Monday, July 18, 2005

Do Better, Government

When your professor mentions two weeks in a row that there’s an important article in a magazine, you check it out, even if that magazine happens to be Rolling Stone. And you learn something.

I learned that if my daughter had been born in 1990, instead of 1987, she would have been at least three times more likely to acquire autism. When she was still quite small she was able to tell me "I busy, mommy," when she didn't want to follow one of my directives. That was much more than some autistic children can say even at an older age. She was fortunate to be born before the Centers for Disease Control and Prevention recommended additional immunizations for infants. Incredibly, no one had bothered to add up just how much thimersol, a mercury-based preservative, would be injected, with all those vaccines, into each little body. Statistics show a steep rise in autism beginning in 1989, when the new vaccination schedule was begun, and then dropping away again several years later when mercury was removed from the mix, validating the opinions of scores of parents who associate their children’s autism with their immunizations. Vaccines given now, with a few notable exceptions, no longer contain mercury.

For American children, that is. We’re still exporting our heartache—not just increased rates of autism, but also of other neurological disorders like speech delays and attention-deficit disorder -- to China, India, South America and developing countries, places likely to be less equipped to provide for special needs kids than we are. Of course, there is no way in any part of the world to equip a parent for the news that his child has autism.

Jesus said there wouldn’t be a fate much worse than that of those responsible for hurting children. There are other ways to supply the vaccines, but they cost more. He also said the love of money is the root of all evil.

In the classroom I work in for children with autism, we have to keep our communication simple, so we often find ourselves saying to the children, Do better.

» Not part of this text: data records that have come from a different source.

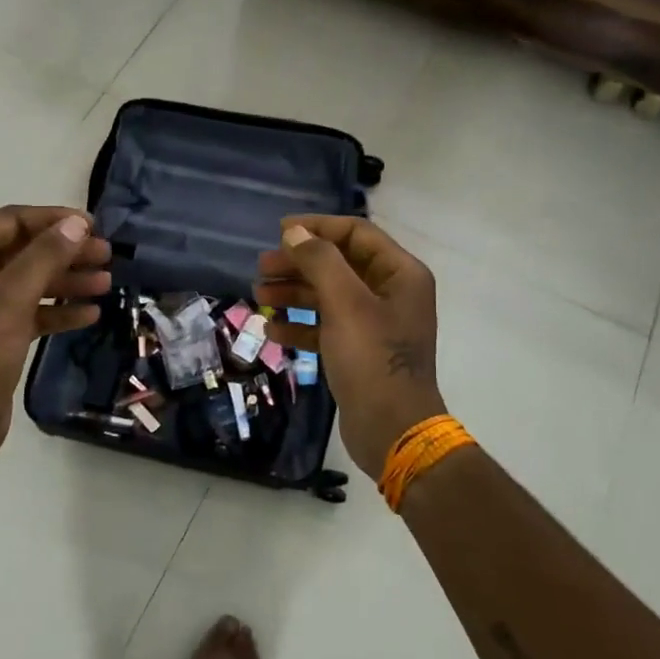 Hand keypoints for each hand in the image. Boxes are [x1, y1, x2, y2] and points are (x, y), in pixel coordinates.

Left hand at [0, 205, 111, 471]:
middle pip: (26, 252)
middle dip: (66, 252)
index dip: (53, 219)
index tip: (93, 226)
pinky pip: (34, 314)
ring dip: (69, 281)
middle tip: (107, 255)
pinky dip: (60, 311)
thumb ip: (46, 256)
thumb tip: (77, 222)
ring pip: (33, 284)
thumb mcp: (12, 298)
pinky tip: (91, 314)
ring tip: (107, 283)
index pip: (12, 222)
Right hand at [256, 215, 446, 480]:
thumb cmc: (372, 359)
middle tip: (261, 269)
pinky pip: (327, 327)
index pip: (356, 233)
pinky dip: (301, 326)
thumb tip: (295, 232)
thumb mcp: (345, 304)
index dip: (317, 228)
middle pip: (338, 264)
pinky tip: (273, 333)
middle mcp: (390, 293)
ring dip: (294, 294)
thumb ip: (320, 262)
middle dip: (298, 264)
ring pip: (329, 296)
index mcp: (400, 274)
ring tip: (259, 298)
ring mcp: (376, 324)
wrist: (393, 430)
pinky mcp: (360, 351)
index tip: (279, 232) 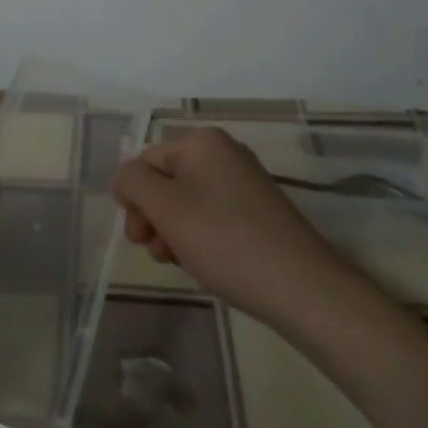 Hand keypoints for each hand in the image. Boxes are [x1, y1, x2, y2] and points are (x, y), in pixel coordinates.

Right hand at [113, 127, 344, 326]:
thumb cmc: (225, 241)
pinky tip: (204, 263)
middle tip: (156, 253)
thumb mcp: (166, 209)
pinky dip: (199, 236)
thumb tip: (125, 176)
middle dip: (153, 216)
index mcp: (202, 141)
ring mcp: (244, 181)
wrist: (301, 287)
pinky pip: (212, 214)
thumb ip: (134, 182)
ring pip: (187, 201)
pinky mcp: (257, 210)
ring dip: (173, 230)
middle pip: (167, 179)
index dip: (134, 198)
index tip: (138, 238)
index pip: (146, 160)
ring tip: (180, 262)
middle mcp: (224, 152) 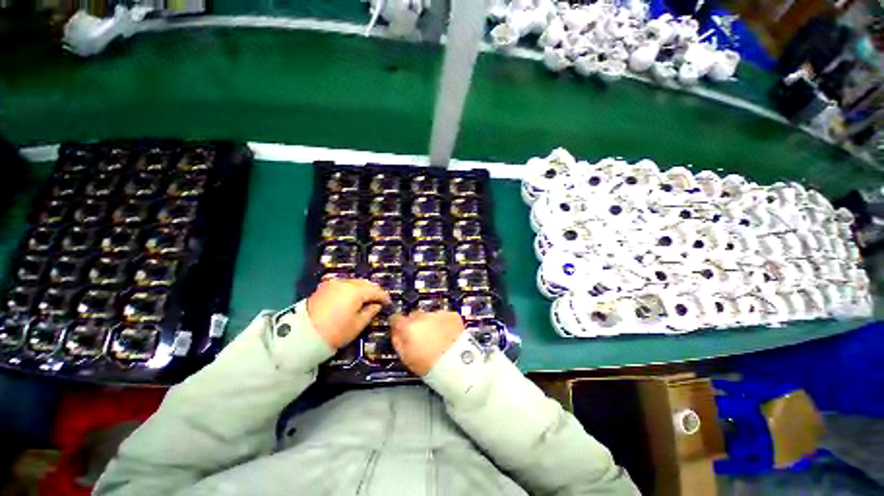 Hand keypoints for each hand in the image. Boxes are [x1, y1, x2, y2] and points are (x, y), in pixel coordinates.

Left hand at [307, 279, 390, 348]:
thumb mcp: (357, 325)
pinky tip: (353, 298)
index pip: (376, 290)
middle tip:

Let's tell our state governments, Do better-- outlaw thimersol state by state. Iowa and California have led the way.

Tell the federal government, Do better-- stop hiding information to protect yourselves and the drug companies from accountability. Don't tell us the war on terrorism requires our pharmaceutical resources be used in a way that harms some children. Do admit to other nations what we know, so that their children, too, can be protected from neurological damage.

Tell the World Health Organization, Do better--stop ignoring the studies and stop saying that thimersol in children’s vaccines is safe. It's unnecessary to sacrifice a few children, so that many children can be protected, when all the children can be protected another way.